=== Section Start ===
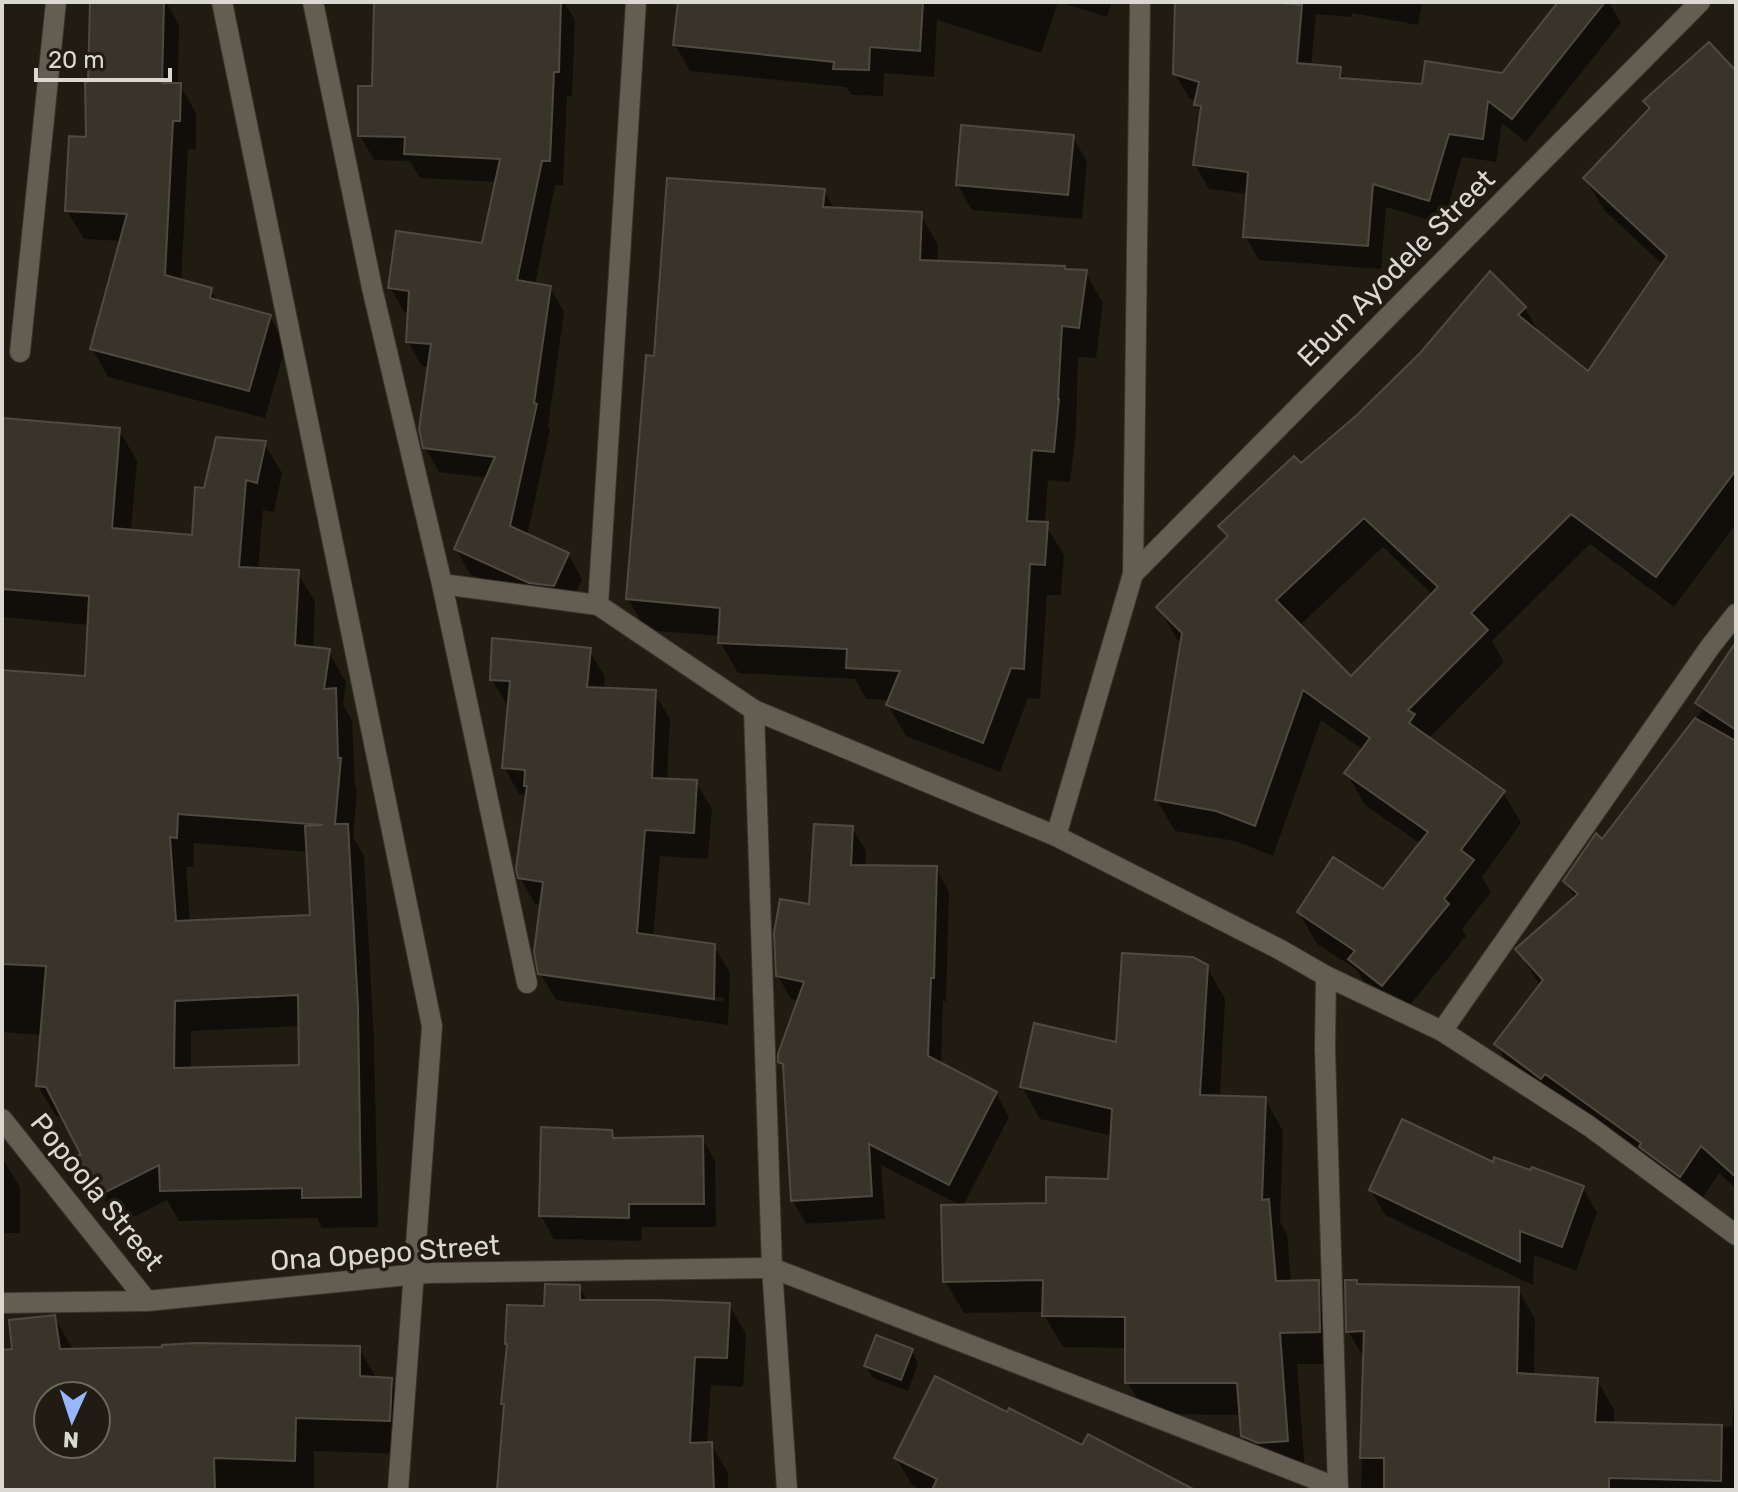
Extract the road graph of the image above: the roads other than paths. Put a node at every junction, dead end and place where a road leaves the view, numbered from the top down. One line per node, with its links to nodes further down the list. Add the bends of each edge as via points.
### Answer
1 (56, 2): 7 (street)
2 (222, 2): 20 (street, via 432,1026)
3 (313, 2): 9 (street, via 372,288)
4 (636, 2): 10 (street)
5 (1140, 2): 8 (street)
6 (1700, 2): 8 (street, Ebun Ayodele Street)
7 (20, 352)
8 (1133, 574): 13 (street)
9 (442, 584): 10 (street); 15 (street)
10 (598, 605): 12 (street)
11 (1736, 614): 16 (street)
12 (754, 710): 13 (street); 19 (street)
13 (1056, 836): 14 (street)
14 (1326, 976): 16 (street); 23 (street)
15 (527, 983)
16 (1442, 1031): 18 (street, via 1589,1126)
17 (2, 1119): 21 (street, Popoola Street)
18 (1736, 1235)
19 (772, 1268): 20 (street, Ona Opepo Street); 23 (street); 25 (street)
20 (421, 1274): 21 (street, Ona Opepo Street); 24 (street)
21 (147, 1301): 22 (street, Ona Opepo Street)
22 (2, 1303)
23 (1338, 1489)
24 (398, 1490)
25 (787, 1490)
=== Section End ===
Work order: Where the data includes pictures, leave them out and write out everything else exactly.

Your solution:
Extract the road graph of the image above: the roads other than paths. Put a node at every junction, dead end and place where a road leaves the view, numbered from the top down. One line per node, with its links to nodes further down the list. Add the bends of each edge as via points.
### Answer
1 (56, 2): 7 (street)
2 (222, 2): 20 (street, via 432,1026)
3 (313, 2): 9 (street, via 372,288)
4 (636, 2): 10 (street)
5 (1140, 2): 8 (street)
6 (1700, 2): 8 (street, Ebun Ayodele Street)
7 (20, 352)
8 (1133, 574): 13 (street)
9 (442, 584): 10 (street); 15 (street)
10 (598, 605): 12 (street)
11 (1736, 614): 16 (street)
12 (754, 710): 13 (street); 19 (street)
13 (1056, 836): 14 (street)
14 (1326, 976): 16 (street); 23 (street)
15 (527, 983)
16 (1442, 1031): 18 (street, via 1589,1126)
17 (2, 1119): 21 (street, Popoola Street)
18 (1736, 1235)
19 (772, 1268): 20 (street, Ona Opepo Street); 23 (street); 25 (street)
20 (421, 1274): 21 (street, Ona Opepo Street); 24 (street)
21 (147, 1301): 22 (street, Ona Opepo Street)
22 (2, 1303)
23 (1338, 1489)
24 (398, 1490)
25 (787, 1490)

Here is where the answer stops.